Give columnist Paul Waldman credit for coming up with a real grabber of a lead: “Get ready, America: we're about to take a long and unpleasant journey back down Bill Clinton's pants.” Less amusing is the rest of Waldman’s Monday American Prospect piece, which trashed Republicans for raising Clinton's sexual behavior as an issue in the current presidential campaign.
Waldman jeered at GOPers for “pretend[ing] to…care so deeply about women” while being “the party that wants to keep women from being able to sue for discrimination on the job, the party that wants to keep insurance companies from having to provide coverage for birth control, the party that wants to make abortion illegal, the party whose favorite media figure, Rush Limbaugh, positively luxuriates in his hateful misogyny.” Moreover, argued Waldman, reporters’ fascination with Clinton’s sex life demonstrates that “the right's charges of endemic liberal media bias” are “laughable.”
From Waldman’s column (bolding added):
To a degree, Republicans are casting about for anything that might hurt Hillary. But at its heart this is a product of their emotions. For 18 years they've been holding on to their disappointment that Clinton slipped away from them, their disgust at him, their anger over the whole episode, their outright hatred of everything that he represented…
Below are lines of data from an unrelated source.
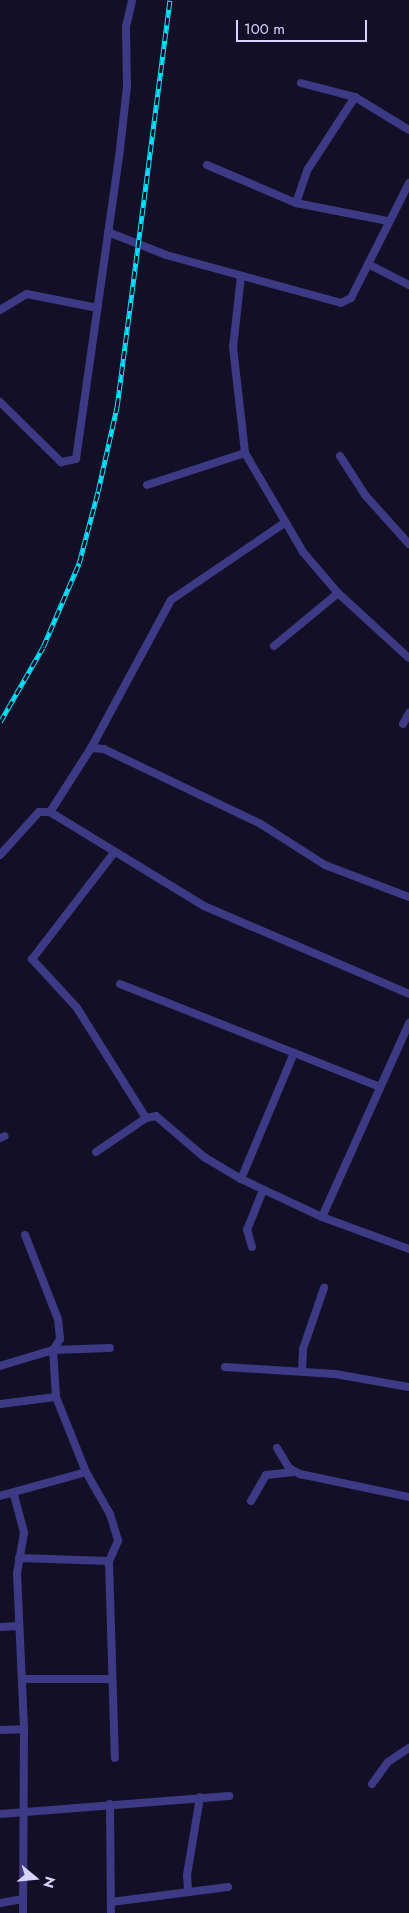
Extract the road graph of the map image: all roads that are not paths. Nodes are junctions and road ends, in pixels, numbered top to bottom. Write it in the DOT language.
graph roads {
  1 [pos="132,0"];
  2 [pos="301,83"];
  3 [pos="355,97"];
  4 [pos="409,130"];
  5 [pos="207,165"];
  6 [pos="409,183"];
  7 [pos="296,203"];
  8 [pos="388,221"];
  9 [pos="108,232"];
  10 [pos="368,264"];
  11 [pos="241,276"];
  12 [pos="409,285"];
  13 [pos="98,308"];
  14 [pos="0,310"];
  15 [pos="0,402"];
  16 [pos="245,452"];
  17 [pos="340,456"];
  18 [pos="147,485"];
  19 [pos="283,524"];
  20 [pos="409,544"];
  21 [pos="338,593"];
  22 [pos="274,646"];
  23 [pos="409,658"];
  24 [pos="409,713"];
  25 [pos="403,724"];
  26 [pos="91,748"];
  27 [pos="50,812"];
  28 [pos="113,854"];
  29 [pos="0,855"];
  30 [pos="409,897"];
  31 [pos="120,984"];
  32 [pos="409,994"];
  33 [pos="409,1023"];
  34 [pos="294,1053"];
  35 [pos="377,1086"];
  36 [pos="146,1118"];
  37 [pos="96,1152"];
  38 [pos="241,1179"];
  39 [pos="263,1190"];
  40 [pos="322,1218"];
  41 [pos="26,1235"];
  42 [pos="408,1246"];
  43 [pos="252,1247"];
  44 [pos="324,1288"];
  45 [pos="110,1348"];
  46 [pos="53,1350"];
  47 [pos="0,1366"];
  48 [pos="225,1367"];
  49 [pos="302,1370"];
  50 [pos="409,1387"];
  51 [pos="56,1397"];
  52 [pos="0,1404"];
  53 [pos="277,1448"];
  54 [pos="86,1472"];
  55 [pos="294,1472"];
  56 [pos="14,1495"];
  57 [pos="0,1496"];
  58 [pos="409,1497"];
  59 [pos="251,1501"];
  60 [pos="19,1558"];
  61 [pos="109,1561"];
  62 [pos="19,1626"];
  63 [pos="0,1627"];
  64 [pos="22,1679"];
  65 [pos="112,1679"];
  66 [pos="24,1729"];
  67 [pos="0,1730"];
  68 [pos="409,1748"];
  69 [pos="115,1758"];
  70 [pos="372,1784"];
  71 [pos="229,1796"];
  72 [pos="200,1797"];
  73 [pos="110,1804"];
  74 [pos="22,1812"];
  75 [pos="0,1814"];
  76 [pos="228,1887"];
  77 [pos="188,1892"];
  78 [pos="23,1899"];
  79 [pos="111,1902"];
  80 [pos="0,1903"];
  81 [pos="23,1913"];
  82 [pos="111,1913"];
  1 -- 9 [label="street"];
  2 -- 3 [label="street"];
  3 -- 4 [label="street"];
  3 -- 7 [label="street"];
  5 -- 7 [label="street"];
  6 -- 8 [label="street"];
  7 -- 8 [label="street"];
  8 -- 10 [label="street"];
  9 -- 11 [label="street"];
  9 -- 13 [label="street"];
  10 -- 11 [label="street"];
  10 -- 12 [label="street"];
  11 -- 16 [label="street"];
  13 -- 14 [label="street"];
  13 -- 15 [label="street"];
  16 -- 18 [label="street"];
  16 -- 19 [label="street"];
  17 -- 20 [label="street"];
  19 -- 21 [label="street"];
  19 -- 26 [label="street"];
  21 -- 22 [label="street"];
  21 -- 23 [label="street"];
  24 -- 25 [label="street"];
  26 -- 27 [label="street"];
  26 -- 30 [label="street"];
  27 -- 28 [label="street"];
  27 -- 29 [label="street"];
  28 -- 32 [label="street"];
  28 -- 36 [label="street"];
  31 -- 34 [label="street"];
  33 -- 35 [label="street"];
  34 -- 35 [label="street"];
  34 -- 38 [label="street"];
  35 -- 40 [label="street"];
  36 -- 37 [label="street"];
  36 -- 38 [label="street"];
  38 -- 39 [label="street"];
  39 -- 40 [label="street"];
  39 -- 43 [label="street"];
  40 -- 42 [label="street"];
  41 -- 46 [label="street"];
  44 -- 49 [label="street"];
  45 -- 46 [label="street"];
  46 -- 47 [label="street"];
  46 -- 51 [label="street"];
  48 -- 49 [label="street"];
  49 -- 50 [label="street"];
  51 -- 52 [label="street"];
  51 -- 54 [label="street"];
  53 -- 55 [label="street"];
  54 -- 56 [label="street"];
  54 -- 61 [label="street"];
  55 -- 58 [label="street"];
  55 -- 59 [label="street"];
  56 -- 57 [label="street"];
  56 -- 60 [label="street"];
  60 -- 61 [label="street"];
  60 -- 62 [label="street"];
  61 -- 65 [label="street"];
  62 -- 63 [label="street"];
  62 -- 64 [label="street"];
  64 -- 65 [label="street"];
  64 -- 66 [label="street"];
  65 -- 69 [label="street"];
  66 -- 67 [label="street"];
  66 -- 74 [label="street"];
  68 -- 70 [label="street"];
  71 -- 72 [label="street"];
  72 -- 73 [label="street"];
  72 -- 77 [label="street"];
  73 -- 74 [label="street"];
  73 -- 79 [label="street"];
  74 -- 75 [label="street"];
  74 -- 78 [label="street"];
  76 -- 77 [label="street"];
  77 -- 79 [label="street"];
  78 -- 80 [label="street"];
  78 -- 81 [label="street"];
  79 -- 82 [label="street"];
}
And make no mistake: There is almost nothing the news media, particularly cable news but other media as well, would love more than to spend months talking about sexual scandals…As you watch the endless cable news hours and newspaper column inches devoted to this topic, you might remind yourself how laughable the right's charges of endemic liberal media bias are…
I don't know enough about the rape allegation to say if there's anything to it, but we know that Bill Clinton had lots of affairs, including the particularly reprehensible one with Monica Lewinsky, a woman 27 years his junior who worked for him. But Bill Clinton is not actually running for anything. One of the talking points that's getting repeated a lot is, "How can she say she'll stand up for women if she defends him?" Which is idiotic, no matter what you think of Bill.
I've yet to hear a Republican explain exactly why whatever Bill Clinton did means that his wife would be a bad president, particularly on issues of concern to women. She has a whole passel of issue positions and policy plans that are designed to be beneficial to women, on subjects like gender discrimination, family leave, and reproductive rights…
So the GOP—the party that wants to keep women from being able to sue for discrimination on the job, the party that wants to keep insurance companies from having to provide coverage for birth control, the party that wants to make abortion illegal, the party whose favorite media figure, Rush Limbaugh, positively luxuriates in his hateful misogyny, the party of "legitimate rape" and defunding Planned Parenthood—this party is now going to pretend to be the ones who care so deeply about women that they provide the only alternative to a woman-hater like Hillary Clinton.
You don't have to think highly of Bill Clinton to find that revolting.